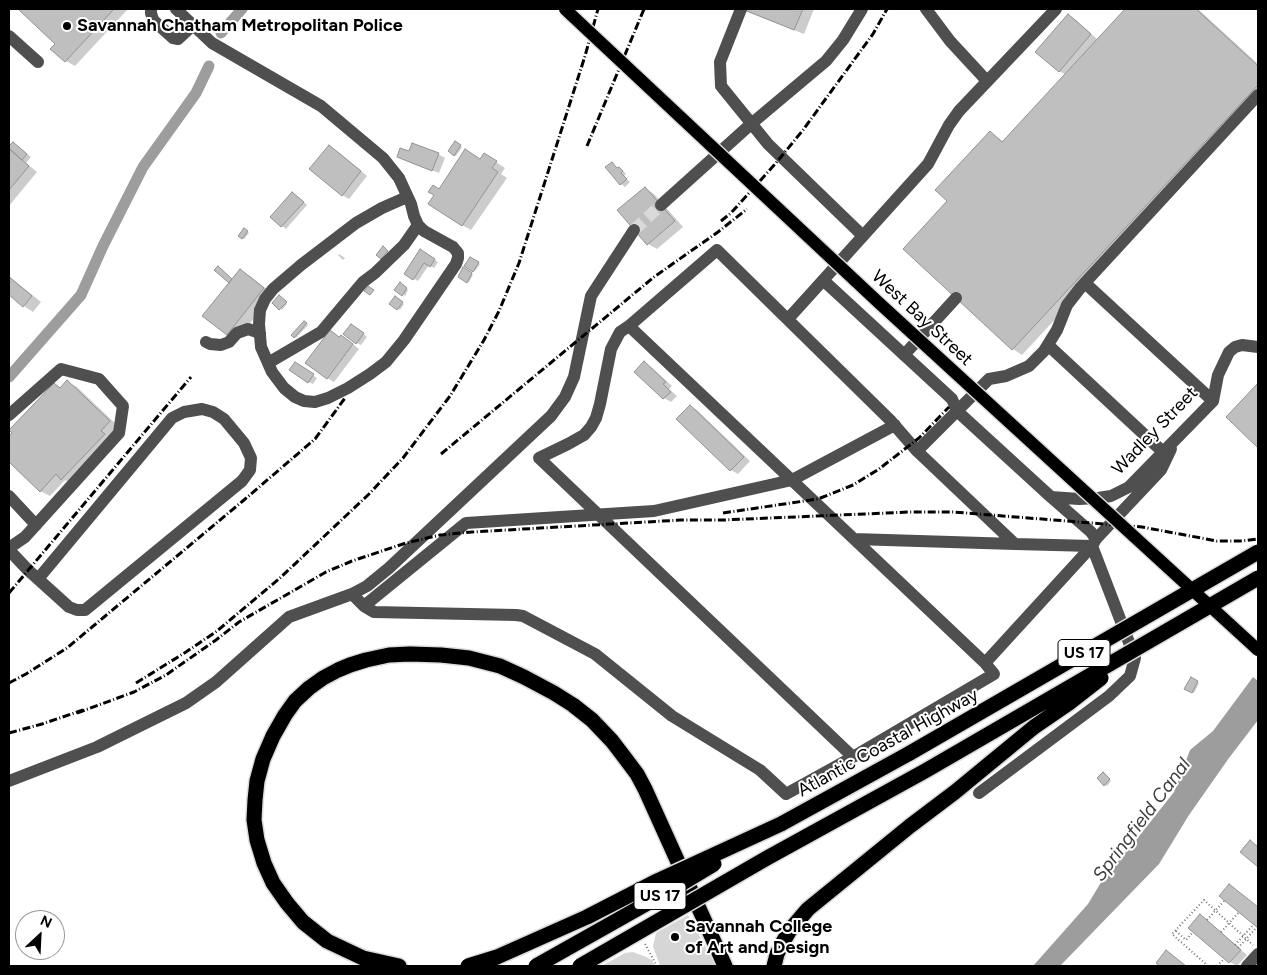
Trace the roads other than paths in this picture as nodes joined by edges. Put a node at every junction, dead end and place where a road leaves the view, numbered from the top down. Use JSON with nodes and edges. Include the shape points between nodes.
{"nodes":[{"id":1,"x":151,"y":9,"type":"edge"},
{"id":2,"x":176,"y":9,"type":"edge"},
{"id":3,"x":565,"y":9,"type":"edge"},
{"id":4,"x":741,"y":9,"type":"edge"},
{"id":5,"x":862,"y":9,"type":"edge"},
{"id":6,"x":926,"y":9,"type":"edge"},
{"id":7,"x":1056,"y":9,"type":"edge"},
{"id":8,"x":193,"y":25,"type":"junction"},
{"id":9,"x":9,"y":36,"type":"edge"},
{"id":10,"x":38,"y":62,"type":"dead end"},
{"id":11,"x":987,"y":81,"type":"junction"},
{"id":12,"x":1258,"y":95,"type":"edge"},
{"id":13,"x":751,"y":124,"type":"junction"},
{"id":14,"x":407,"y":197,"type":"junction"},
{"id":15,"x":661,"y":205,"type":"tunnel mouth"},
{"id":16,"x":418,"y":225,"type":"junction"},
{"id":17,"x":634,"y":230,"type":"tunnel mouth"},
{"id":18,"x":863,"y":236,"type":"junction"},
{"id":19,"x":823,"y":280,"type":"junction"},
{"id":20,"x":1085,"y":283,"type":"junction"},
{"id":21,"x":956,"y":298,"type":"dead end"},
{"id":22,"x":788,"y":319,"type":"junction"},
{"id":23,"x":629,"y":326,"type":"junction"},
{"id":24,"x":260,"y":333,"type":"junction"},
{"id":25,"x":206,"y":342,"type":"dead end"},
{"id":26,"x":1048,"y":345,"type":"junction"},
{"id":27,"x":1258,"y":347,"type":"edge"},
{"id":28,"x":904,"y":355,"type":"junction"},
{"id":29,"x":268,"y":363,"type":"junction"},
{"id":30,"x":1213,"y":401,"type":"junction"},
{"id":31,"x":957,"y":411,"type":"junction"},
{"id":32,"x":9,"y":415,"type":"edge"},
{"id":33,"x":895,"y":425,"type":"junction"},
{"id":34,"x":1176,"y":438,"type":"junction"},
{"id":35,"x":918,"y":451,"type":"junction"},
{"id":36,"x":1163,"y":452,"type":"junction"},
{"id":37,"x":792,"y":480,"type":"junction"},
{"id":38,"x":9,"y":496,"type":"edge"},
{"id":39,"x":1052,"y":496,"type":"junction"},
{"id":40,"x":599,"y":515,"type":"junction"},
{"id":41,"x":36,"y":525,"type":"junction"},
{"id":42,"x":854,"y":539,"type":"junction"},
{"id":43,"x":1094,"y":542,"type":"junction"},
{"id":44,"x":1014,"y":544,"type":"junction"},
{"id":45,"x":9,"y":549,"type":"edge"},
{"id":46,"x":1258,"y":552,"type":"edge"},
{"id":47,"x":1258,"y":578,"type":"edge"},
{"id":48,"x":38,"y":579,"type":"junction"},
{"id":49,"x":352,"y":594,"type":"junction"},
{"id":50,"x":364,"y":606,"type":"junction"},
{"id":51,"x":1148,"y":642,"type":"junction"},
{"id":52,"x":1258,"y":650,"type":"edge"},
{"id":53,"x":985,"y":663,"type":"junction"},
{"id":54,"x":852,"y":757,"type":"junction"},
{"id":55,"x":9,"y":781,"type":"edge"},
{"id":56,"x":979,"y":793,"type":"dead end"},
{"id":57,"x":782,"y":824,"type":"junction"},
{"id":58,"x":1258,"y":954,"type":"edge"},
{"id":59,"x":399,"y":966,"type":"edge"},
{"id":60,"x":468,"y":966,"type":"edge"},
{"id":61,"x":536,"y":966,"type":"edge"},
{"id":62,"x":580,"y":966,"type":"edge"},
{"id":63,"x":725,"y":966,"type":"edge"},
{"id":64,"x":774,"y":966,"type":"edge"},
{"id":65,"x":1247,"y":966,"type":"edge"}],
"edges":[{"from":1,"to":8,"type":"street","via":[[153,20],[173,38],[178,38]]},
{"from":2,"to":8,"type":"street"},
{"from":3,"to":52,"type":"main road","name":"West Bay Street","bridge":true,"via":[[870,295]]},
{"from":4,"to":13,"type":"street","via":[[720,62],[721,86]]},
{"from":5,"to":13,"type":"street","via":[[826,61]]},
{"from":6,"to":11,"type":"street"},
{"from":7,"to":11,"type":"street"},
{"from":8,"to":14,"type":"street","via":[[212,43],[321,106],[383,158],[399,178]]},
{"from":9,"to":10,"type":"street"},
{"from":11,"to":18,"type":"street","via":[[949,125],[928,164]]},
{"from":12,"to":20,"type":"street"},
{"from":13,"to":15,"type":"street"},
{"from":13,"to":18,"type":"street"},
{"from":14,"to":16,"type":"street"},
{"from":14,"to":24,"type":"street","via":[[356,222],[273,289],[260,310]]},
{"from":16,"to":29,"type":"street","via":[[404,245],[364,282],[321,332]]},
{"from":16,"to":29,"type":"street","via":[[453,246],[458,258],[435,296],[386,362],[348,388],[315,402],[295,397],[284,388]]},
{"from":17,"to":49,"type":"street","via":[[591,296],[574,377],[551,416],[389,568]]},
{"from":18,"to":19,"type":"street"},
{"from":19,"to":22,"type":"street"},
{"from":19,"to":28,"type":"street"},
{"from":20,"to":26,"type":"street","via":[[1067,305]]},
{"from":20,"to":30,"type":"street"},
{"from":21,"to":28,"type":"street"},
{"from":22,"to":23,"type":"street","via":[[717,250]]},
{"from":22,"to":33,"type":"street"},
{"from":23,"to":37,"type":"street"},
{"from":23,"to":40,"type":"street","via":[[620,332],[611,349],[600,404],[591,427],[584,435],[539,458]]},
{"from":24,"to":25,"type":"street","via":[[248,329],[237,332],[230,342],[221,345]]},
{"from":24,"to":29,"type":"street","via":[[261,347]]},
{"from":26,"to":31,"type":"street","via":[[1029,366],[989,379]]},
{"from":26,"to":36,"type":"street"},
{"from":27,"to":30,"type":"street","name":"Wadley Street","via":[[1235,347],[1229,352],[1218,375]]},
{"from":28,"to":31,"type":"street","via":[[952,399]]},
{"from":30,"to":34,"type":"street","name":"Wadley Street"},
{"from":31,"to":35,"type":"street"},
{"from":31,"to":39,"type":"street"},
{"from":32,"to":41,"type":"street","via":[[61,369],[99,379],[123,406],[119,433]]},
{"from":33,"to":35,"type":"street"},
{"from":33,"to":37,"type":"street"},
{"from":34,"to":36,"type":"street","name":"Wadley Street"},
{"from":34,"to":43,"type":"street","via":[[1161,470]]},
{"from":35,"to":44,"type":"street"},
{"from":36,"to":39,"type":"street","name":"Wadley Street","via":[[1129,487],[1111,496],[1080,499]]},
{"from":37,"to":40,"type":"street","via":[[654,512]]},
{"from":37,"to":42,"type":"street"},
{"from":38,"to":41,"type":"street"},
{"from":39,"to":43,"type":"street","via":[[1091,532]]},
{"from":40,"to":50,"type":"street","via":[[466,523]]},
{"from":40,"to":54,"type":"street"},
{"from":41,"to":45,"type":"street"},
{"from":42,"to":44,"type":"street"},
{"from":42,"to":53,"type":"street"},
{"from":43,"to":44,"type":"street"},
{"from":43,"to":53,"type":"street"},
{"from":43,"to":56,"type":"street","via":[[1135,658],[1130,676],[1109,696]]},
{"from":45,"to":48,"type":"street"},
{"from":46,"to":57,"type":"highway","name":"Atlantic Coastal Highway","number":"US 17","bridge":true,"via":[[910,754]]},
{"from":47,"to":51,"type":"highway","number":"US 17","bridge":true},
{"from":48,"to":48,"type":"street","via":[[69,607],[85,610],[242,481],[250,470],[252,458],[244,443],[224,419],[213,412],[202,409],[172,418]]},
{"from":49,"to":50,"type":"street"},
{"from":49,"to":55,"type":"street","via":[[289,617],[216,682],[186,703],[97,747]]},
{"from":50,"to":54,"type":"street","via":[[374,612],[523,616],[595,654],[672,716],[760,770],[786,794]]},
{"from":51,"to":62,"type":"highway","number":"US 17","bridge":true},
{"from":51,"to":64,"type":"highway","bridge":true,"via":[[1034,727],[808,909],[790,930]]},
{"from":53,"to":54,"type":"street","via":[[994,674]]},
{"from":57,"to":60,"type":"highway","bridge":true,"via":[[656,881],[578,921],[497,957]]},
{"from":57,"to":61,"type":"highway","name":"Atlantic Coastal Highway","number":"US 17","bridge":true},
{"from":58,"to":65,"type":"street"},
{"from":59,"to":63,"type":"highway","via":[[363,958],[327,941],[303,922],[273,882],[264,863],[254,820],[257,781],[263,759],[284,715],[295,701],[322,678],[338,670],[366,660],[410,654],[441,654],[500,666],[554,693],[592,720],[637,774]]}]}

______

*EXERCISE BRIEF:*
Copy out all lines of the material above in which "mouth" occurs.

*EXERCISE RESULT:*
{"id":15,"x":661,"y":205,"type":"tunnel mouth"},
{"id":17,"x":634,"y":230,"type":"tunnel mouth"},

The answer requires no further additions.